100 things / Research and collect

Before i begin my thorough research i think its needed i pick one specific subject within the theme 'techniques'i am every fond of all the aspects, art, music and dance however i am most interested in photography from the subjects, i would like to learn new techniques myself of how to use different models of cameras, learn about digital and film cameras, software programs and the history of photography and how its progressed as an art form. 


Photography 'Techniques'
I have always been attracted to photography, after studying it last year at university for a year I learned a lot about the academic side of ‘photography’ however not so much about the ‘technical’ side of it. Subsequently I have chosen to look into my ideal topic.
I have chosen to do a little background and history research on photography and the depths of were cameras and imagery first began.


Birth of photography

* "Photography" is derived from the Greek words photos ("light") and graphein ("to draw") The word was first used by the scientist Sir John F.W. Herschel in 1839. It is a method of recording images by the action of light, or related radiation, on a sensitive material.

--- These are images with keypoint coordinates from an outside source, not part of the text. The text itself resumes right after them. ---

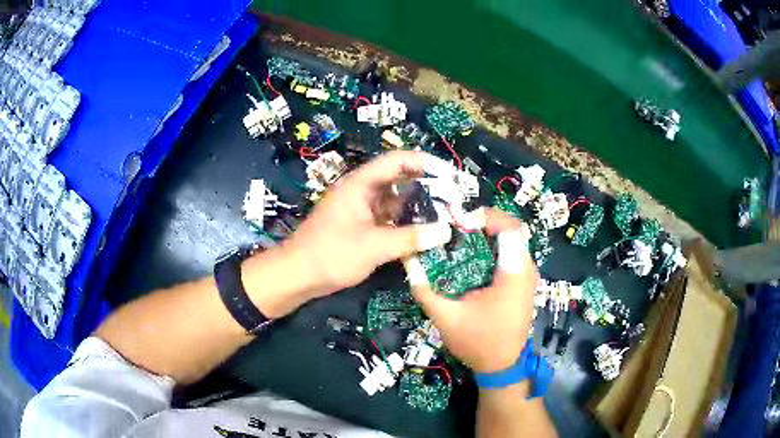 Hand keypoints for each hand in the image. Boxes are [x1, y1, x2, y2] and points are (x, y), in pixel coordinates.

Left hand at [280, 151, 452, 297]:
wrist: (297, 276)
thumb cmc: (331, 254)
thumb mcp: (373, 246)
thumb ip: (410, 238)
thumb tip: (446, 232)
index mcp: (360, 184)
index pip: (397, 161)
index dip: (425, 163)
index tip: (450, 175)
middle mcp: (362, 191)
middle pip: (399, 180)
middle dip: (426, 187)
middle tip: (453, 199)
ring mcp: (361, 209)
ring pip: (395, 202)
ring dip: (417, 209)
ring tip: (444, 218)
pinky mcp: (360, 226)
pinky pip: (388, 219)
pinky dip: (405, 225)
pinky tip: (423, 235)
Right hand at [405, 209, 538, 372]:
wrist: (501, 366)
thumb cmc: (478, 343)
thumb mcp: (446, 317)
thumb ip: (425, 290)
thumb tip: (408, 261)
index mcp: (514, 275)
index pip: (511, 228)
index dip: (487, 216)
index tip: (461, 220)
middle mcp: (527, 270)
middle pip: (513, 231)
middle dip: (485, 223)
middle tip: (458, 226)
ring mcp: (528, 277)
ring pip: (514, 241)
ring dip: (490, 235)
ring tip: (463, 237)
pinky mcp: (524, 284)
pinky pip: (513, 254)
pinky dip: (495, 249)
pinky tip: (474, 257) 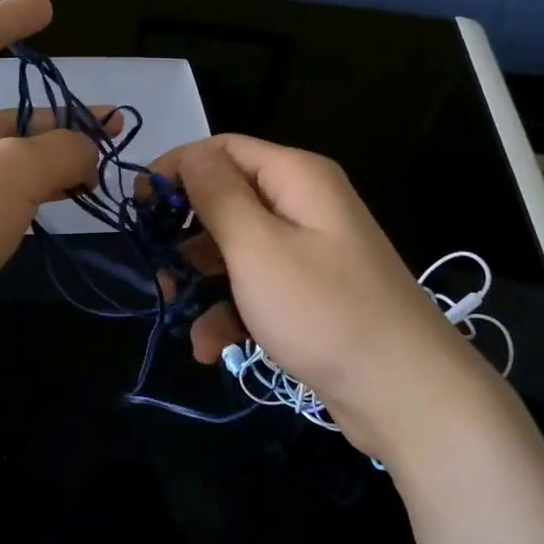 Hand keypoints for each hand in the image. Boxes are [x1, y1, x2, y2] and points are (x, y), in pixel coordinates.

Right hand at [154, 136, 510, 459]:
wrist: (405, 393)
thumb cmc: (322, 310)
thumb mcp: (257, 247)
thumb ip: (218, 195)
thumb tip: (191, 155)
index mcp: (297, 177)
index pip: (223, 149)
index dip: (177, 169)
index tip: (138, 207)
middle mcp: (305, 205)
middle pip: (227, 199)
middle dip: (186, 233)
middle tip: (155, 267)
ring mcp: (309, 252)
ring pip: (236, 250)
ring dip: (201, 280)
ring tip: (175, 311)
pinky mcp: (310, 295)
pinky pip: (257, 288)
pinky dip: (230, 312)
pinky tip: (211, 348)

* Alhazen (Ibn Al-Haytham), a great authority on optics in the Middle Ages who lived around 1000AD, invented the first pinhole camera, (also called the Camera Obscura} and was able to explain why the images were upside down. The first casual reference to the optic laws that made pinhole cameras possible, was observed and noted by Aristotle around 330 BC, who questioned why the sun could make a circular image when it shined through a square hole.

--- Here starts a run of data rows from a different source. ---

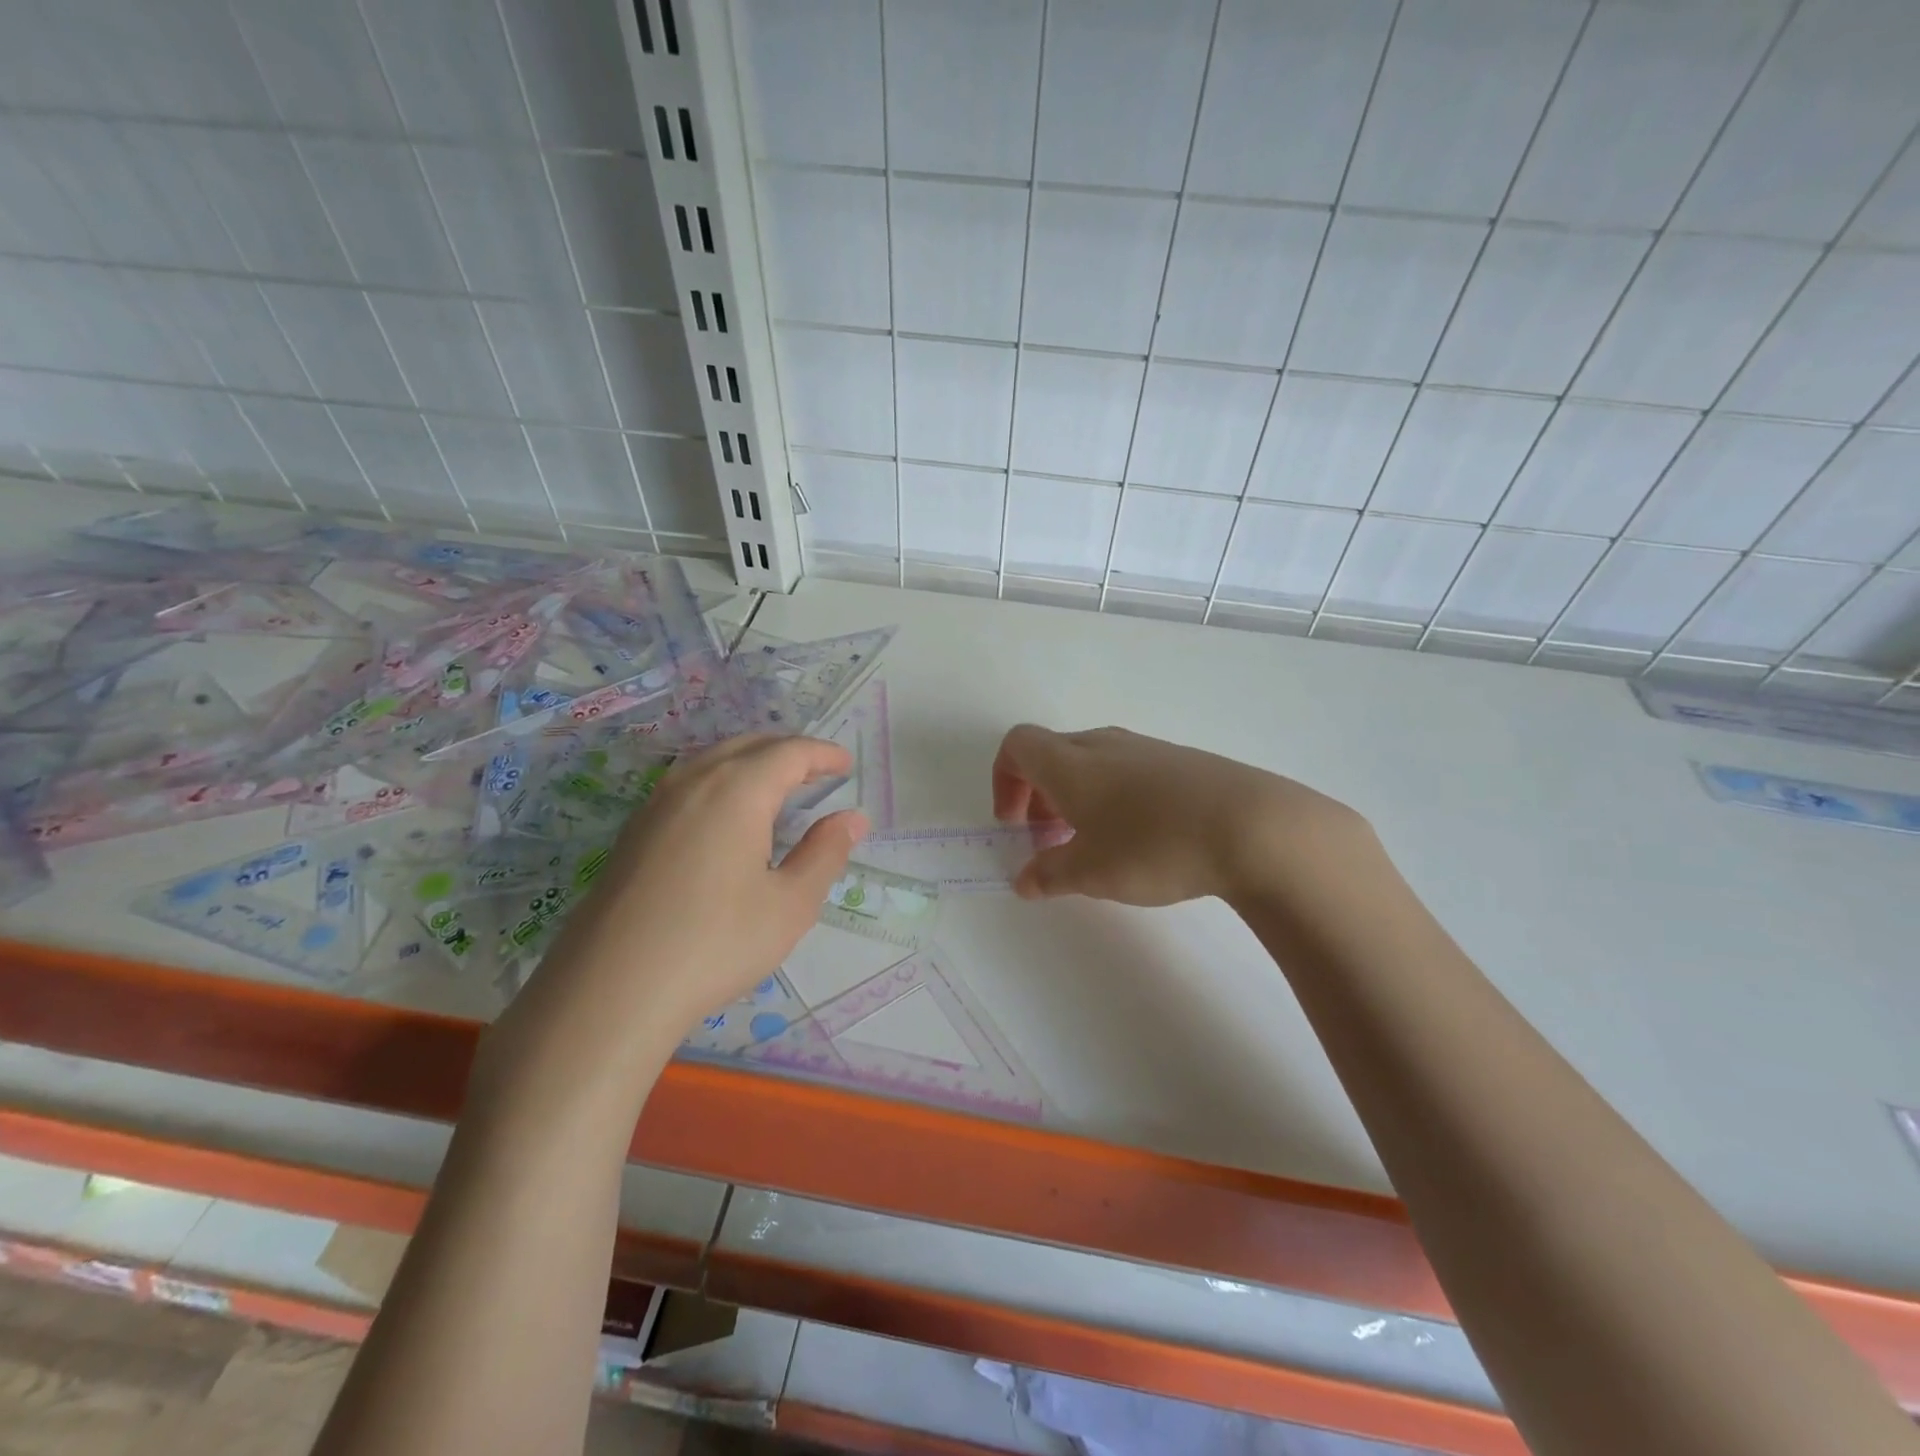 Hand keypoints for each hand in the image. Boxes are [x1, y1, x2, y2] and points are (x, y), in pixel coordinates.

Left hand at [516, 735, 866, 1034]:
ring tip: (776, 788)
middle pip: (748, 746)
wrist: (610, 990)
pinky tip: (725, 817)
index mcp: (737, 791)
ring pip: (712, 761)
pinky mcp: (633, 831)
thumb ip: (825, 854)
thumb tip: (852, 818)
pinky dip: (720, 781)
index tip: (846, 765)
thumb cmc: (715, 944)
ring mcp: (656, 804)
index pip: (788, 753)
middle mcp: (693, 782)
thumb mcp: (790, 905)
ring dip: (751, 762)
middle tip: (817, 773)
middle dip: (787, 752)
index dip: (822, 754)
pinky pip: (687, 784)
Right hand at [992, 723, 1376, 906]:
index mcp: (1070, 763)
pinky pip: (1129, 769)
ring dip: (1076, 795)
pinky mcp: (1182, 762)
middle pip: (1052, 753)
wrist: (1253, 827)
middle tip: (1049, 838)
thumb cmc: (1153, 846)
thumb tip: (1024, 880)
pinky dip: (1113, 795)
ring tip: (1094, 841)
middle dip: (1039, 794)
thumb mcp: (1091, 872)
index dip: (1004, 780)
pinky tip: (1142, 835)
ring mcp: (1147, 749)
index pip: (1018, 745)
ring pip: (1092, 761)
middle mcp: (1104, 745)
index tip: (1015, 824)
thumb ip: (1049, 874)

* In 1825, Joseph Nicephore Niepce made the first photographic image with a camera obscura. Prior to Niepce people just used the camera obscura for viewing or drawing purposes not for making photographs. Joseph Nicephore Niepce's heliographs or sun prints as they were called were the prototype for the modern photograph, by letting light draw the picture.

* Louis Daguerre was the inventor of the first practical process of photography. In 1829, he formed a partnership with Joseph Nicephore Niepce to improve the process Niepce had developed. In 1839 after several years of experimentation and Niepce's death, Daguerre developed a more convenient and effective method of photography, naming it after himself - the daguerreotype.

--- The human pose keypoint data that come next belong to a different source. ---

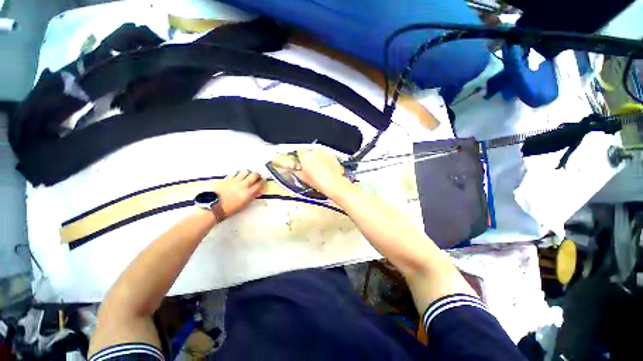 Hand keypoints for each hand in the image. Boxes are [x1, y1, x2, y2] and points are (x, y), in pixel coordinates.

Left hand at [216, 171, 265, 217]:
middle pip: (254, 175)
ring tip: (247, 176)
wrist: (214, 207)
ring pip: (245, 172)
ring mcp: (234, 181)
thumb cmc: (230, 209)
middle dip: (257, 175)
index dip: (262, 182)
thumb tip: (258, 192)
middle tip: (257, 176)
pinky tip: (238, 176)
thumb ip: (252, 196)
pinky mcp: (227, 179)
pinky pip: (235, 173)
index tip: (263, 182)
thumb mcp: (244, 204)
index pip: (259, 184)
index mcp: (247, 193)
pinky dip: (238, 173)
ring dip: (248, 173)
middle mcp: (242, 185)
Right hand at [294, 149, 347, 195]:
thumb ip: (298, 172)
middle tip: (311, 166)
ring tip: (320, 168)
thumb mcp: (304, 178)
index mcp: (305, 156)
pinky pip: (327, 156)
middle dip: (310, 157)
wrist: (332, 183)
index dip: (301, 155)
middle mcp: (315, 152)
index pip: (300, 150)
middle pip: (310, 151)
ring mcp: (324, 153)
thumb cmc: (317, 181)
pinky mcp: (332, 156)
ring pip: (319, 153)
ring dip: (319, 158)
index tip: (301, 160)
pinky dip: (326, 160)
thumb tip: (297, 171)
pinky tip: (327, 168) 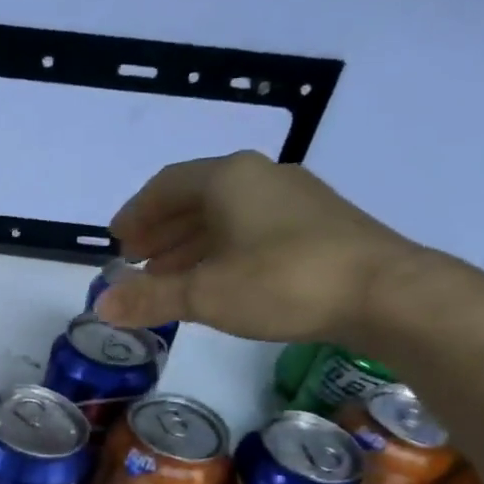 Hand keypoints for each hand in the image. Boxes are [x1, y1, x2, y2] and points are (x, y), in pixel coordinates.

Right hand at [93, 151, 426, 342]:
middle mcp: (260, 177)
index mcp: (228, 178)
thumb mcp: (205, 294)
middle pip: (196, 198)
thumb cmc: (282, 282)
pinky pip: (251, 229)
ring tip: (167, 274)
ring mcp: (294, 199)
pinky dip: (222, 250)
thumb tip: (100, 306)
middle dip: (161, 230)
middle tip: (136, 260)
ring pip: (226, 216)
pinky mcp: (317, 225)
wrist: (384, 293)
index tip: (117, 240)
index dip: (136, 213)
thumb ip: (150, 298)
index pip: (166, 186)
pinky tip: (218, 279)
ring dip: (190, 243) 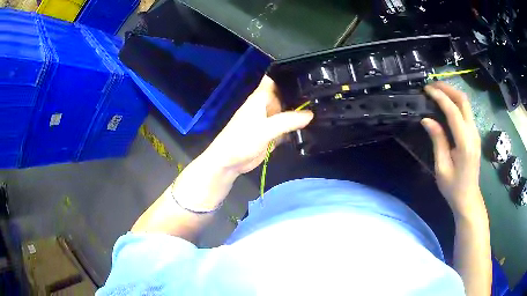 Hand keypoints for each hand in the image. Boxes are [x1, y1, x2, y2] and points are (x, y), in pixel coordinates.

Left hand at [202, 75, 313, 175]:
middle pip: (285, 94)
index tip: (307, 73)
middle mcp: (266, 105)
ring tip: (321, 107)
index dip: (288, 73)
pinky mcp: (272, 133)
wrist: (229, 162)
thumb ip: (287, 121)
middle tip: (322, 93)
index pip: (275, 78)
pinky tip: (311, 125)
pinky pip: (287, 126)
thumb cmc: (241, 140)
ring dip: (299, 111)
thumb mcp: (265, 129)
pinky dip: (296, 126)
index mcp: (260, 98)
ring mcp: (270, 119)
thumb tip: (310, 114)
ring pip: (287, 111)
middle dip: (300, 94)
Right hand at [422, 82, 484, 218]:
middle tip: (432, 85)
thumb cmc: (453, 187)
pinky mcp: (475, 135)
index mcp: (465, 143)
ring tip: (437, 91)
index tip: (427, 89)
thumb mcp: (442, 167)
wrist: (468, 198)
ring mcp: (476, 133)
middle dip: (448, 88)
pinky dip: (456, 103)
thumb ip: (438, 140)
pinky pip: (466, 112)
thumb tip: (427, 119)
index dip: (440, 97)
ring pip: (466, 104)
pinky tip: (447, 104)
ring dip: (452, 93)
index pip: (453, 111)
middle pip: (463, 101)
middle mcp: (473, 133)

First ever photograph taken:
 
Joseph Nicéphore Niépce.
View from the Window at Le Gras. Heliograph, in original frame. 25.8 x 29.0 cm.cameras and imagery first began.

In 1825 Niepce obtained the first ever Photographic image with his invention of the ”Camera Obscura”. This managed to take an image after around 8 hours of sunlight exposure, however the image only stayed for a short while, as it faded shortly after being taken.